● INFORMATION SUPPLIED:
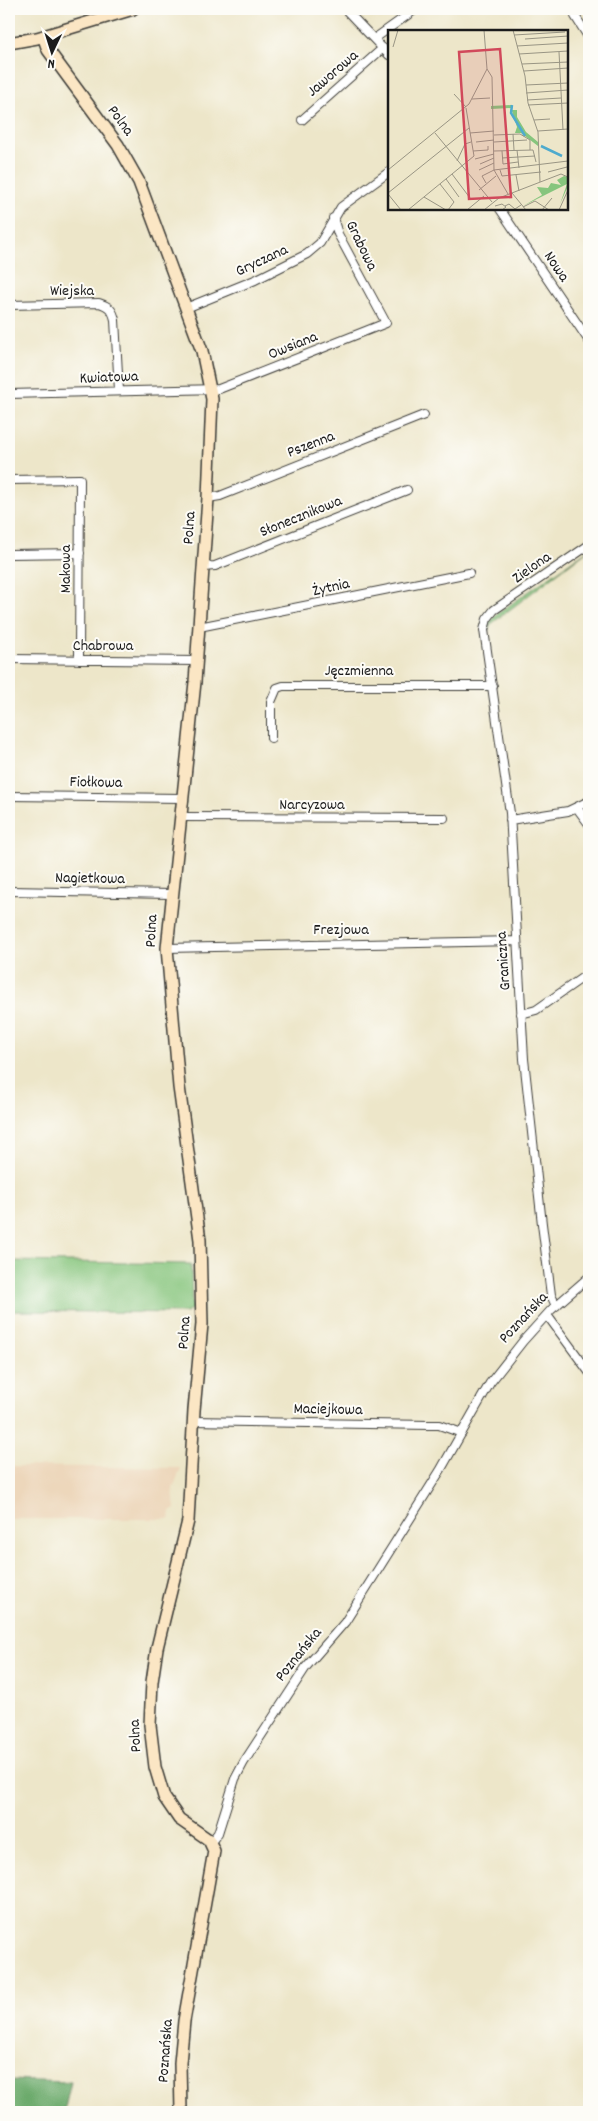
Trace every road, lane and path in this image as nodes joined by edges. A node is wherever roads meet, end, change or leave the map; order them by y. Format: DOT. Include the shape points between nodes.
graph roads {
  1 [pos="133,9"];
  2 [pos="345,9"];
  3 [pos="416,9"];
  4 [pos="575,16"];
  5 [pos="42,36"];
  6 [pos="589,38"];
  7 [pos="374,39"];
  8 [pos="9,44"];
  9 [pos="383,48"];
  10 [pos="388,54"];
  11 [pos="302,120"];
  12 [pos="388,173"];
  13 [pos="501,210"];
  14 [pos="333,218"];
  15 [pos="9,305"];
  16 [pos="186,308"];
  17 [pos="386,323"];
  18 [pos="589,341"];
  19 [pos="211,390"];
  20 [pos="119,391"];
  21 [pos="9,394"];
  22 [pos="424,415"];
  23 [pos="9,480"];
  24 [pos="407,490"];
  25 [pos="208,498"];
  26 [pos="589,545"];
  27 [pos="9,554"];
  28 [pos="80,554"];
  29 [pos="204,567"];
  30 [pos="469,573"];
  31 [pos="490,615"];
  32 [pos="199,627"];
  33 [pos="9,659"];
  34 [pos="78,660"];
  35 [pos="197,661"];
  36 [pos="493,686"];
  37 [pos="271,738"];
  38 [pos="9,796"];
  39 [pos="182,798"];
  40 [pos="589,801"];
  41 [pos="577,808"];
  42 [pos="180,817"];
  43 [pos="444,818"];
  44 [pos="510,820"];
  45 [pos="589,824"];
  46 [pos="9,891"];
  47 [pos="171,894"];
  48 [pos="516,941"];
  49 [pos="167,948"];
  50 [pos="589,972"];
  51 [pos="521,1014"];
  52 [pos="589,1277"];
  53 [pos="556,1306"];
  54 [pos="547,1316"];
  55 [pos="589,1372"];
  56 [pos="193,1421"];
  57 [pos="462,1433"];
  58 [pos="211,1842"];
  59 [pos="181,2112"];
  1 -- 5 [label="street"];
  2 -- 7 [label="street"];
  3 -- 7 [label="street"];
  4 -- 6 [label="street"];
  5 -- 8 [label="street"];
  5 -- 16 [label="street, Polna" via="51,54 136,174"];
  7 -- 9 [label="street"];
  9 -- 10 [label="street"];
  9 -- 11 [label="street, Jaworowa"];
  12 -- 14 [label="street, Grabowa" via="341,207"];
  13 -- 18 [label="street, Nowa"];
  14 -- 16 [label="street, Gryczana" via="320,243 307,254 255,280"];
  14 -- 17 [label="street, Grabowa" via="338,234"];
  15 -- 20 [label="street, Wiejska" via="99,303 107,306 115,320"];
  16 -- 19 [label="street, Polna" via="202,351"];
  17 -- 19 [label="street, Owsiana" via="239,383"];
  19 -- 20 [label="street, Kwiatowa"];
  19 -- 25 [label="street, Polna"];
  20 -- 21 [label="street, Kwiatowa"];
  22 -- 25 [label="street, Pszenna"];
  23 -- 28 [label="street, Makowa" via="80,479"];
  24 -- 29 [label="street, Słonecznikowa" via="216,566"];
  25 -- 29 [label="street, Polna"];
  26 -- 31 [label="street, Zielona"];
  27 -- 28 [label="street"];
  28 -- 34 [label="street, Makowa"];
  29 -- 32 [label="street, Polna"];
  30 -- 32 [label="street, Żytnia"];
  31 -- 36 [label="street, Graniczna" via="484,630"];
  32 -- 35 [label="street, Polna"];
  33 -- 34 [label="street, Chabrowa"];
  34 -- 35 [label="street, Chabrowa"];
  35 -- 39 [label="street, Polna"];
  36 -- 37 [label="street, Jęczmienna" via="283,686 277,688 271,702"];
  36 -- 44 [label="street, Graniczna"];
  38 -- 39 [label="street, Fiołkowa"];
  39 -- 42 [label="street, Polna"];
  40 -- 41 [label="street"];
  41 -- 44 [label="street"];
  41 -- 45 [label="street"];
  42 -- 43 [label="street, Narcyzowa"];
  42 -- 47 [label="street, Polna"];
  44 -- 48 [label="street, Graniczna"];
  46 -- 47 [label="street, Nagietkowa"];
  47 -- 49 [label="street, Polna"];
  48 -- 49 [label="street, Frezjowa"];
  48 -- 51 [label="street, Graniczna"];
  49 -- 56 [label="street, Polna" via="178,1080 202,1256 202,1331"];
  50 -- 51 [label="street" via="540,1008"];
  51 -- 53 [label="street, Graniczna" via="542,1224 551,1295"];
  52 -- 53 [label="street, Poznańska"];
  53 -- 54 [label="street, Poznańska"];
  54 -- 55 [label="street"];
  54 -- 57 [label="street, Poznańska" via="500,1368"];
  56 -- 57 [label="street, Maciejkowa" via="428,1424"];
  56 -- 58 [label="street, Polna" via="188,1521 155,1659 150,1732 156,1772 167,1803 179,1819"];
  57 -- 58 [label="street, Poznańska" via="345,1622 306,1667 244,1762 218,1832"];
  58 -- 59 [label="street, Poznańska" via="214,1854 183,2031"];
}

● TASK STATEMENT:
Every record above should come back exactly, but without its pictures.

● EXERCISE RESULT:
Trace every road, lane and path in this image as nodes joined by edges. A node is wherever roads meet, end, change or leave the map; order them by y. Format: DOT. Include the shape points between nodes.
graph roads {
  1 [pos="133,9"];
  2 [pos="345,9"];
  3 [pos="416,9"];
  4 [pos="575,16"];
  5 [pos="42,36"];
  6 [pos="589,38"];
  7 [pos="374,39"];
  8 [pos="9,44"];
  9 [pos="383,48"];
  10 [pos="388,54"];
  11 [pos="302,120"];
  12 [pos="388,173"];
  13 [pos="501,210"];
  14 [pos="333,218"];
  15 [pos="9,305"];
  16 [pos="186,308"];
  17 [pos="386,323"];
  18 [pos="589,341"];
  19 [pos="211,390"];
  20 [pos="119,391"];
  21 [pos="9,394"];
  22 [pos="424,415"];
  23 [pos="9,480"];
  24 [pos="407,490"];
  25 [pos="208,498"];
  26 [pos="589,545"];
  27 [pos="9,554"];
  28 [pos="80,554"];
  29 [pos="204,567"];
  30 [pos="469,573"];
  31 [pos="490,615"];
  32 [pos="199,627"];
  33 [pos="9,659"];
  34 [pos="78,660"];
  35 [pos="197,661"];
  36 [pos="493,686"];
  37 [pos="271,738"];
  38 [pos="9,796"];
  39 [pos="182,798"];
  40 [pos="589,801"];
  41 [pos="577,808"];
  42 [pos="180,817"];
  43 [pos="444,818"];
  44 [pos="510,820"];
  45 [pos="589,824"];
  46 [pos="9,891"];
  47 [pos="171,894"];
  48 [pos="516,941"];
  49 [pos="167,948"];
  50 [pos="589,972"];
  51 [pos="521,1014"];
  52 [pos="589,1277"];
  53 [pos="556,1306"];
  54 [pos="547,1316"];
  55 [pos="589,1372"];
  56 [pos="193,1421"];
  57 [pos="462,1433"];
  58 [pos="211,1842"];
  59 [pos="181,2112"];
  1 -- 5 [label="street"];
  2 -- 7 [label="street"];
  3 -- 7 [label="street"];
  4 -- 6 [label="street"];
  5 -- 8 [label="street"];
  5 -- 16 [label="street, Polna" via="51,54 136,174"];
  7 -- 9 [label="street"];
  9 -- 10 [label="street"];
  9 -- 11 [label="street, Jaworowa"];
  12 -- 14 [label="street, Grabowa" via="341,207"];
  13 -- 18 [label="street, Nowa"];
  14 -- 16 [label="street, Gryczana" via="320,243 307,254 255,280"];
  14 -- 17 [label="street, Grabowa" via="338,234"];
  15 -- 20 [label="street, Wiejska" via="99,303 107,306 115,320"];
  16 -- 19 [label="street, Polna" via="202,351"];
  17 -- 19 [label="street, Owsiana" via="239,383"];
  19 -- 20 [label="street, Kwiatowa"];
  19 -- 25 [label="street, Polna"];
  20 -- 21 [label="street, Kwiatowa"];
  22 -- 25 [label="street, Pszenna"];
  23 -- 28 [label="street, Makowa" via="80,479"];
  24 -- 29 [label="street, Słonecznikowa" via="216,566"];
  25 -- 29 [label="street, Polna"];
  26 -- 31 [label="street, Zielona"];
  27 -- 28 [label="street"];
  28 -- 34 [label="street, Makowa"];
  29 -- 32 [label="street, Polna"];
  30 -- 32 [label="street, Żytnia"];
  31 -- 36 [label="street, Graniczna" via="484,630"];
  32 -- 35 [label="street, Polna"];
  33 -- 34 [label="street, Chabrowa"];
  34 -- 35 [label="street, Chabrowa"];
  35 -- 39 [label="street, Polna"];
  36 -- 37 [label="street, Jęczmienna" via="283,686 277,688 271,702"];
  36 -- 44 [label="street, Graniczna"];
  38 -- 39 [label="street, Fiołkowa"];
  39 -- 42 [label="street, Polna"];
  40 -- 41 [label="street"];
  41 -- 44 [label="street"];
  41 -- 45 [label="street"];
  42 -- 43 [label="street, Narcyzowa"];
  42 -- 47 [label="street, Polna"];
  44 -- 48 [label="street, Graniczna"];
  46 -- 47 [label="street, Nagietkowa"];
  47 -- 49 [label="street, Polna"];
  48 -- 49 [label="street, Frezjowa"];
  48 -- 51 [label="street, Graniczna"];
  49 -- 56 [label="street, Polna" via="178,1080 202,1256 202,1331"];
  50 -- 51 [label="street" via="540,1008"];
  51 -- 53 [label="street, Graniczna" via="542,1224 551,1295"];
  52 -- 53 [label="street, Poznańska"];
  53 -- 54 [label="street, Poznańska"];
  54 -- 55 [label="street"];
  54 -- 57 [label="street, Poznańska" via="500,1368"];
  56 -- 57 [label="street, Maciejkowa" via="428,1424"];
  56 -- 58 [label="street, Polna" via="188,1521 155,1659 150,1732 156,1772 167,1803 179,1819"];
  57 -- 58 [label="street, Poznańska" via="345,1622 306,1667 244,1762 218,1832"];
  58 -- 59 [label="street, Poznańska" via="214,1854 183,2031"];
}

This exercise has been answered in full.